Nachdem sich die Nachricht von der Februarrevolution im Jahr 1848 in Paris auch in Baden rasend schnell verbreitet hatte, kam es hier schon Ende Februar zu ersten Protesten auf lokaler Ebene. Bereits am 27. Februar 1848 wurden in Mannheim Forderungen formuliert, die in den folgenden Wochen als „Märzforderungen“ überall in Deutschland ähnlich gestellt werden sollten. Die Mannheimer Bürger verlangten „Wohlstand, Bildung und Freiheit für alle Klassen der Gesellschaft, ohne Unterschied der Geburt und des Standes“, weiter „allgemeine Volksbewaffnung, Pressefreiheit, Schwurgerichte und die Wahl eines deutschen Parlaments“. Das Vorbild der ein halbes Jahr vorher formulierten „Offenburger Forderungen“ ist klar erkennbar.

Um den Protesten in Baden eine breite Basis zu geben, luden Mannheimer und Heidelberger Bürger am 9. März 1848 von Karlsruhe aus zu einer Versammlung aller Badener nach Offenburg ein. Die Wahl war wegen der zentralen Lage und der guten Erreichbarkeit per Bahn wiederum auf diese Stadt gefallen. Unter den Unterzeichnern der Einladung waren bekannte badische Politiker und Journalisten aus den Reihen der demokratischen Opposition wie Adam von Itzstein, Friedrich Hecker, Ignaz Peter, aber auch gemäßigte Liberale wie Karl Mathy, Alexander von Soiron und Carl Theodor Welcker.
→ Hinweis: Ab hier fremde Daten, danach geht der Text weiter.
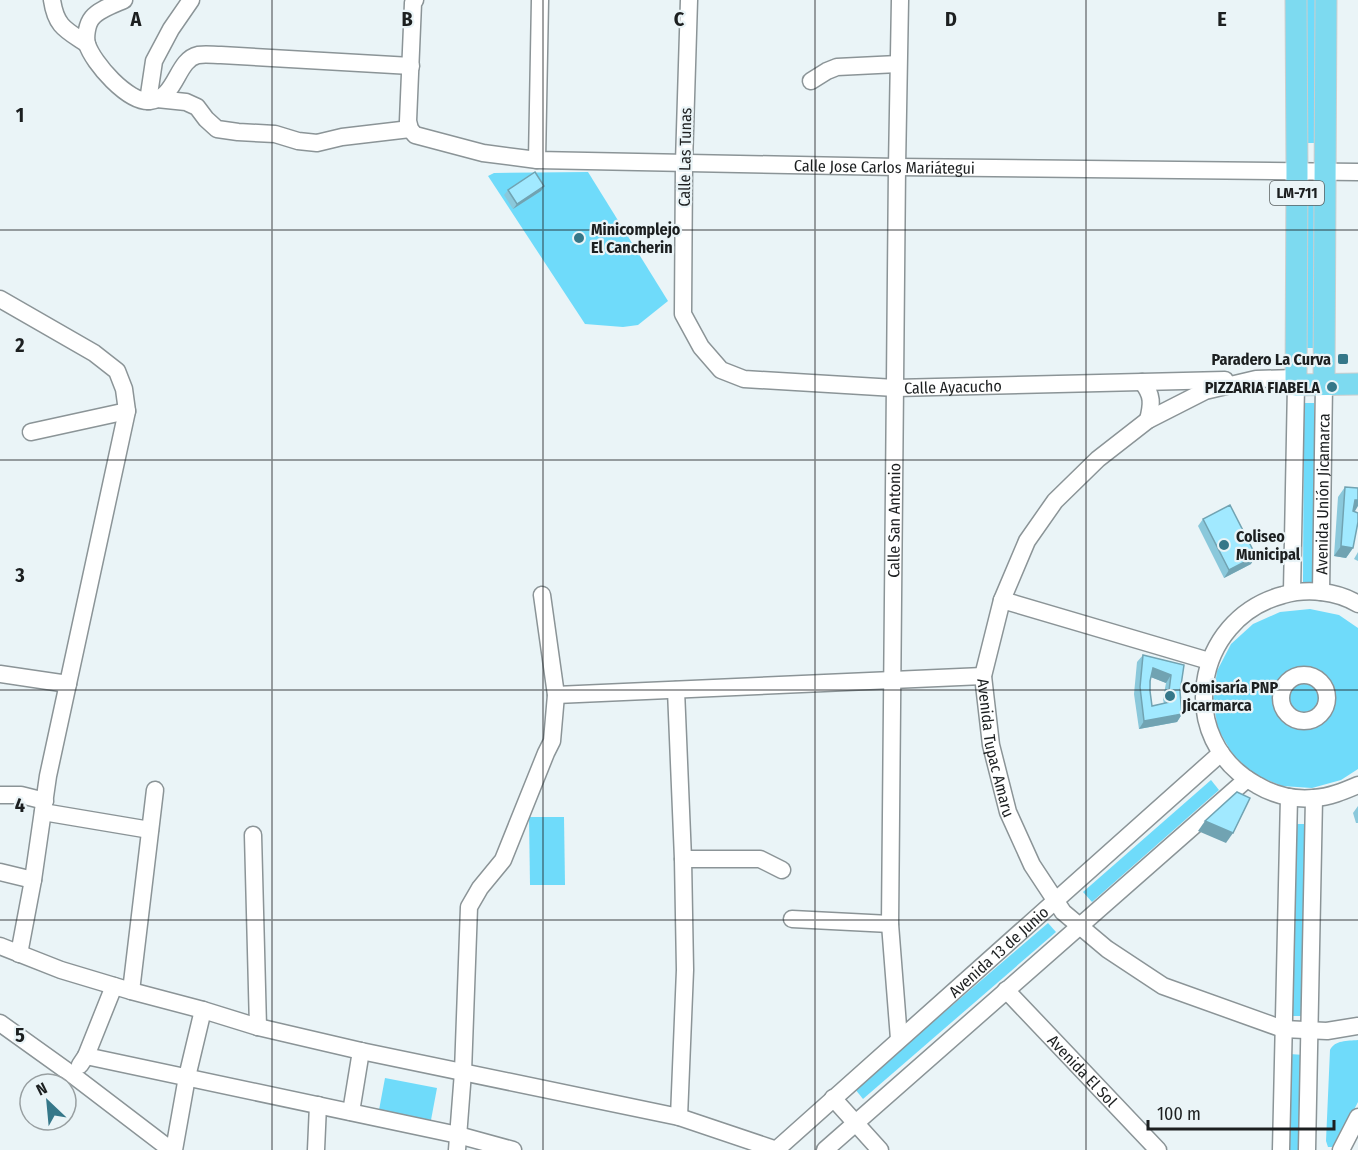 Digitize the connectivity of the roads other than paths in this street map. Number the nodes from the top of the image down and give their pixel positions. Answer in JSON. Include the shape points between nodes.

Wie bereits bei der Versammlung im „Salmen“ wurden nun auch im Vorfeld der geplanten Volksversammlung Stimmen für die Republik laut. In einem Offenburger Flugblatt vom 19. März 1848 wurde formuliert: „Fort mit den Fürsten und ihrem Anhang; wir wollen uns selbst regieren, einig, frei und wohlfeil. Es lebe die Republik!“ Auch wurde bekannt, dass der Journalist Joseph Fickler im Seekreis die Ausrufung der Republik forderte und mit der Absicht nach Offenburg kommen wollte, dies bei der Versammlung am 19. März zu tun. Bereits am Samstag vor der geplanten Volksversammlung trafen sich im Gasthaus „Zur Post“ führende Oppositionelle, darunter Hecker, Struve, Itzstein und Fickler, zu einer Vorbesprechung. Auch der gemäßigte Liberale Karl Mathy reiste an. Zentrales Thema war hier nach Struves Bericht die Frage der Republik. Fickler forderte tatsächlich zur Ausrufung der Republik auf, fand allerdings keine Mehrheit unter den Anwesenden.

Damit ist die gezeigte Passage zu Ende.